::: PROVIDED DATA :::
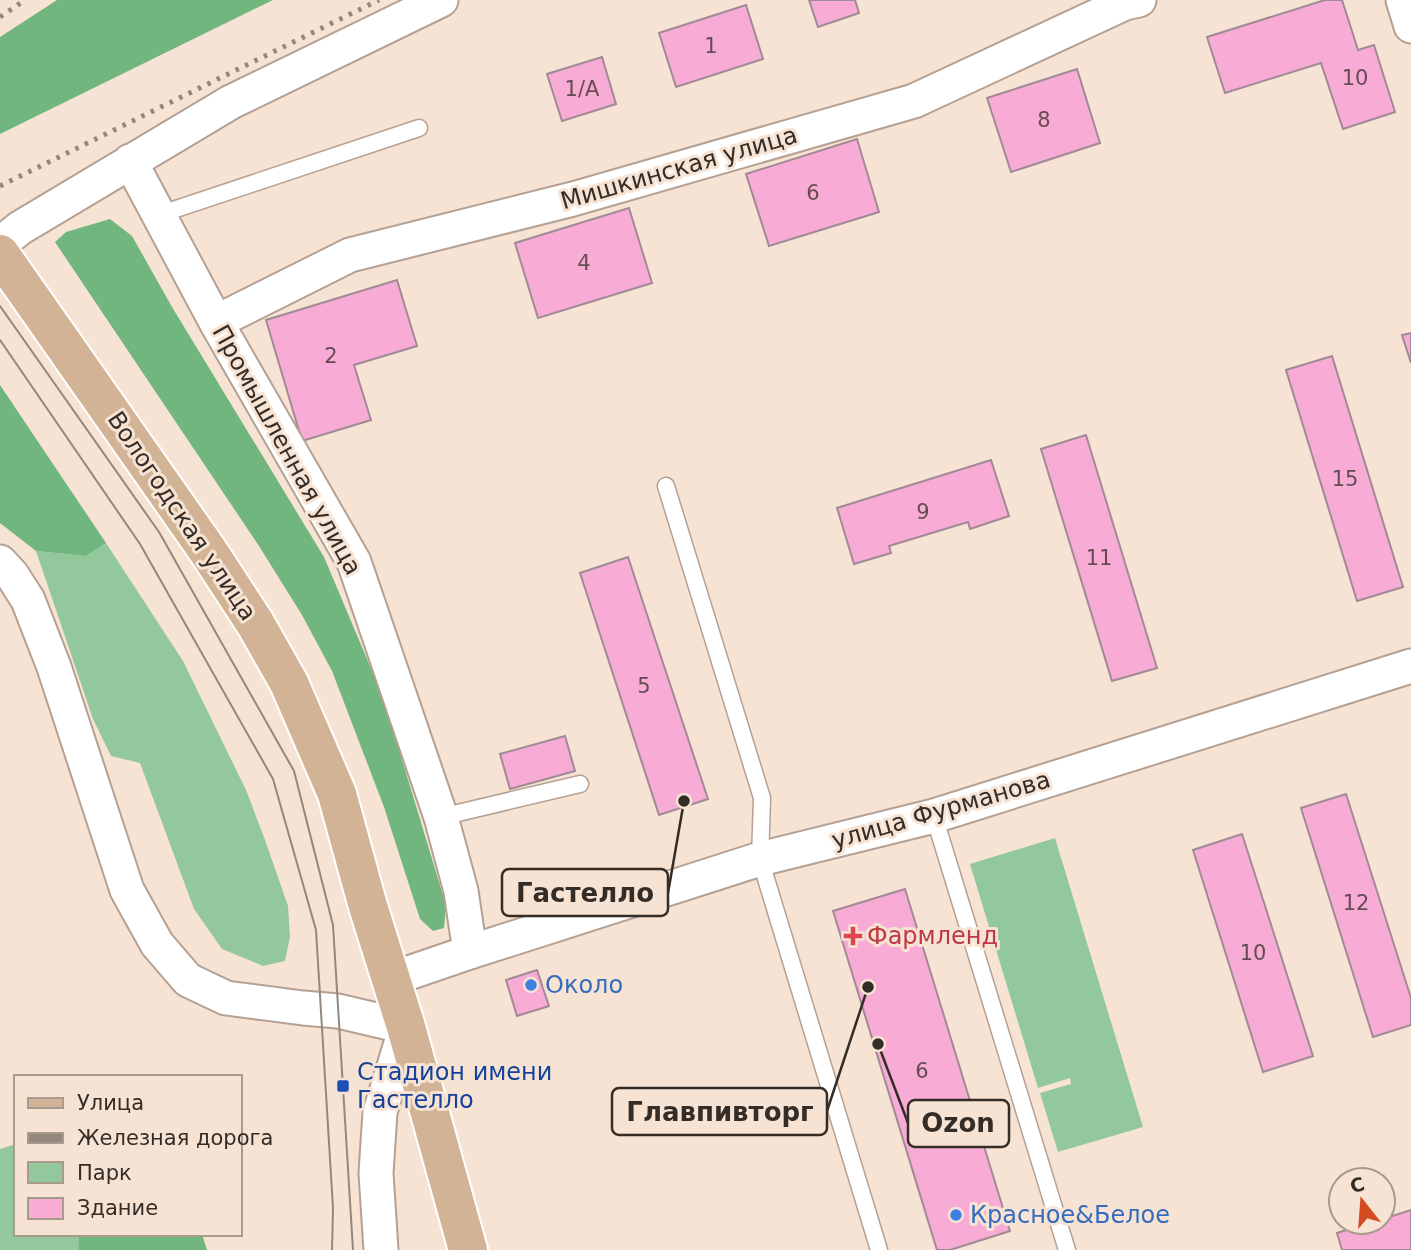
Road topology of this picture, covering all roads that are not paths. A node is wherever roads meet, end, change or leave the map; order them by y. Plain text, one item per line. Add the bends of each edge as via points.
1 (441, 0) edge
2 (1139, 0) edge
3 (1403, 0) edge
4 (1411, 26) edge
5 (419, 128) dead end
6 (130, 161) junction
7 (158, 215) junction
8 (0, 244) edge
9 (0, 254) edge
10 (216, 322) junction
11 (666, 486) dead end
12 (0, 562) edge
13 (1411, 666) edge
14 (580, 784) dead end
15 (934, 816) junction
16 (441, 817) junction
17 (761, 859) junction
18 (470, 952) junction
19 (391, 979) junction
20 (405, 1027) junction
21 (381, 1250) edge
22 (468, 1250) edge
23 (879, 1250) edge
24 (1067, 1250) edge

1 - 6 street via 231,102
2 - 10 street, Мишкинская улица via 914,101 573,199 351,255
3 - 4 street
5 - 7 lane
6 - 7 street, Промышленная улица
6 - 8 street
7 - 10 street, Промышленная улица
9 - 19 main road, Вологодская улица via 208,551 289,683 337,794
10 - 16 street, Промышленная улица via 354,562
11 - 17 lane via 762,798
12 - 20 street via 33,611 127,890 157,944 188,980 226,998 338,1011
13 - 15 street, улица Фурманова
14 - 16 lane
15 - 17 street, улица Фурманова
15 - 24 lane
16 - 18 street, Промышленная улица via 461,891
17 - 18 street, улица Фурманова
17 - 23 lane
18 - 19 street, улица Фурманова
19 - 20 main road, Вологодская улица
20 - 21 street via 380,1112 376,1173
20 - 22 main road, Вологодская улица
:::
PROBLEM TO SOLVE: Among the lines above, find those that contain the word "Промышленная" and copy them.

TASK RESPONSE:
6 - 7 street, Промышленная улица
7 - 10 street, Промышленная улица
10 - 16 street, Промышленная улица via 354,562
16 - 18 street, Промышленная улица via 461,891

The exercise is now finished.